This is my sort of wine – and suffers none of the shrill, flash sweetness of many Chileans at twice or even three times the price. It is yet another label in which the talented winemaker Alvaro Espinoza is involved but this one is not founded on organic or biodynamic principles. And it is yet another label which, ultimately, belongs to the tentacular Concha y Toro. But fortunately for us all, Chile's largest wine company is in general a pretty benevolent force, encouraging innovation and letting its stable of winemaking talent get on with it.
Cucao Cabernet Sauvignon/Syrah 2005 Rapel is a blend of 85 per cent Colchagua Cabernet (from Los Robles vineyard) with Syrah was made under the umbrella of GEO wines, conceived by Sergio Reyes Moore in 2001 as a way of marketing small parcels of wine from particularly promising areas. Espinoza and Juan Carlos Faundez act as winemakers and the basic, unoaked range is sold under the name Rayun. Cucao (looking distractingly like cocoa but in fact one of those rare Chilean reds that is not at all reminiscent of chocolate) is the name of the range of wines with Reserva status and is the name of a small South American bird which in Chile is supposed to lucky. The wine was given a week-long cold soak (5 deg C/41 deg F) to concentrate flavour and after fermentation half of the wine spent eight months in a mixture of French and American oak which has been used to particularly clever effect here, just to add depth and complexity but no whiff of its presence remains.
This wine is exceptionally sophisticated for its price with great texture and subtlety. Ripe Cabernet is reined in by the savour of the Syrah and the whole is thoroughly gluggable, though best not since it is 14%.

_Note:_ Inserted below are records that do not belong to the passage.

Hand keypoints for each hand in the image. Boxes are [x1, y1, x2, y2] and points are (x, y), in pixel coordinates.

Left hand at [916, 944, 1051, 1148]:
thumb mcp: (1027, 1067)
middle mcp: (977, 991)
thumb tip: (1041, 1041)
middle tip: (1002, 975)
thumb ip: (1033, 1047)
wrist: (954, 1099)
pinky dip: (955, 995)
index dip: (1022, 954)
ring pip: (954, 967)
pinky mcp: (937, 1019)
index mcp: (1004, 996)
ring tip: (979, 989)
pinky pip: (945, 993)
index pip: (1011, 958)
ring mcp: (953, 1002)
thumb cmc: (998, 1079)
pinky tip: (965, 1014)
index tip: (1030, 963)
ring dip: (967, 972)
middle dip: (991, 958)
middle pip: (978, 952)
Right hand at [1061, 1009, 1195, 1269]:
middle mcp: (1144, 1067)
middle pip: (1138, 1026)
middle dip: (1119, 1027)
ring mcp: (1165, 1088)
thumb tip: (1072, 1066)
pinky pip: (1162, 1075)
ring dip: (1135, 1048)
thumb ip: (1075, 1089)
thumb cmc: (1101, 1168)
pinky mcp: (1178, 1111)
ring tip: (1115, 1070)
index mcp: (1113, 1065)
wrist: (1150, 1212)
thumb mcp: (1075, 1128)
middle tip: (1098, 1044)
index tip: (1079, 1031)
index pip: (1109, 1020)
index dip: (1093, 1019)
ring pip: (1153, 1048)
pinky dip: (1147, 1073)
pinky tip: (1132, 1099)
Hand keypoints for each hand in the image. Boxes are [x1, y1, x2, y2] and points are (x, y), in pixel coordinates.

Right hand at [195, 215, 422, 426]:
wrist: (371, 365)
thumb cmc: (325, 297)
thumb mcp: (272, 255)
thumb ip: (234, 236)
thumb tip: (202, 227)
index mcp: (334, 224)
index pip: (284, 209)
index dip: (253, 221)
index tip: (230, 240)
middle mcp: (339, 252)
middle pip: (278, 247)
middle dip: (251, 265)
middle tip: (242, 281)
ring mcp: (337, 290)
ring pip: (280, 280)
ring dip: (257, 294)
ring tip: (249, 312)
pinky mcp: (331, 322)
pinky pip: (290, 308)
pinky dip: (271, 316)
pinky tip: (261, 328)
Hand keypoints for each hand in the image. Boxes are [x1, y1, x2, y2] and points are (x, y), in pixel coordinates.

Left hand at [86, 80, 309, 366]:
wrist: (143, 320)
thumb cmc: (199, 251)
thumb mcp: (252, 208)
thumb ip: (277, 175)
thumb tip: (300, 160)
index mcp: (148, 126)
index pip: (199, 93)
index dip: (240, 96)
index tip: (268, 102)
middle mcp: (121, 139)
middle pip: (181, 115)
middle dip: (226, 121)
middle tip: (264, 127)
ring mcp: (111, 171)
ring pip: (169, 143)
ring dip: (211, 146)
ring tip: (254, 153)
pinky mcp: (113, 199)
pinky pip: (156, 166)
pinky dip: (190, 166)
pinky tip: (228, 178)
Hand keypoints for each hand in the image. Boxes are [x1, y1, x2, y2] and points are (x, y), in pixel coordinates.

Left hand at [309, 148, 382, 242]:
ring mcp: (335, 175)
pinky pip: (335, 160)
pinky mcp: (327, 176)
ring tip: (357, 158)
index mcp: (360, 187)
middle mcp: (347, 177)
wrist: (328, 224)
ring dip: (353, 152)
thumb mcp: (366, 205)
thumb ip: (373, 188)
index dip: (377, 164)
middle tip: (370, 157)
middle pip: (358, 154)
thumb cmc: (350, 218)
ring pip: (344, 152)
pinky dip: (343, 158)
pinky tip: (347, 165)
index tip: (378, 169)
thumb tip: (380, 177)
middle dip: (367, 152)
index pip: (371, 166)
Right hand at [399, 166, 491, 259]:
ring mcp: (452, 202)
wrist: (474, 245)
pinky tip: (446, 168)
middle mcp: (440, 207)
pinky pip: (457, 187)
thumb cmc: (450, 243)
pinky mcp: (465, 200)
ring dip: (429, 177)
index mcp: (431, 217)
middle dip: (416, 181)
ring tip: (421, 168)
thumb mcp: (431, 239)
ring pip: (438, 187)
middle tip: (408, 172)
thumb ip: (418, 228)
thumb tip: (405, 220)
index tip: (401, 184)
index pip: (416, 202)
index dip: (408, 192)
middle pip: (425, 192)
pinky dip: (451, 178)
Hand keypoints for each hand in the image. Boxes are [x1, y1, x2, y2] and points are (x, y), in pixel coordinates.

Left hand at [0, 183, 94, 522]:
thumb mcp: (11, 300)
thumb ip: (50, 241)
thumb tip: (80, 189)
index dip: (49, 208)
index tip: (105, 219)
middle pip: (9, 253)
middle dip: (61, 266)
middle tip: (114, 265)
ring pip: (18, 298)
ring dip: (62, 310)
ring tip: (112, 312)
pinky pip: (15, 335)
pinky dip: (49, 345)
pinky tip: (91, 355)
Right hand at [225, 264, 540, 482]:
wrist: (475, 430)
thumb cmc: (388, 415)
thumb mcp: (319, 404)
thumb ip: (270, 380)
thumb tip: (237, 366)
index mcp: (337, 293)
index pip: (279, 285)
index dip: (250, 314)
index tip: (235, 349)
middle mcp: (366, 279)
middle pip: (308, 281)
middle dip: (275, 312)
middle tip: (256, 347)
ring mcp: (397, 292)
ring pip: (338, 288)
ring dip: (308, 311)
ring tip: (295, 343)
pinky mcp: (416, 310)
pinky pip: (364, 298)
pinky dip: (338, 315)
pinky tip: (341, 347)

US importers are Montecastelli in New York and North Berkeley Imports in California. Brits can buy it for just £6.10 (only independent family wine merchants have prices like this) from Tanners of Shrewsbury, who have a thriving mail order business. Its importer GEO Wines (Richard.smith@geowineseurope.co.uk) can distribute it to anywhere in Europe and tells me it is also available at Virgin Wines and RSWines of Bristol and, Via Ad Bibendum, in various restaurants in Benelux countries. According to winesearcher.com the only other country in which it can be found is Denmark, where it seems to cost only 7.40 euros, which really is a bargain.
Drink it with sausages, spaghetti carbonara or seared tuna with a soy element. It could stand up to quite salty food – bravado is the word that comes to mind when I think of this wine.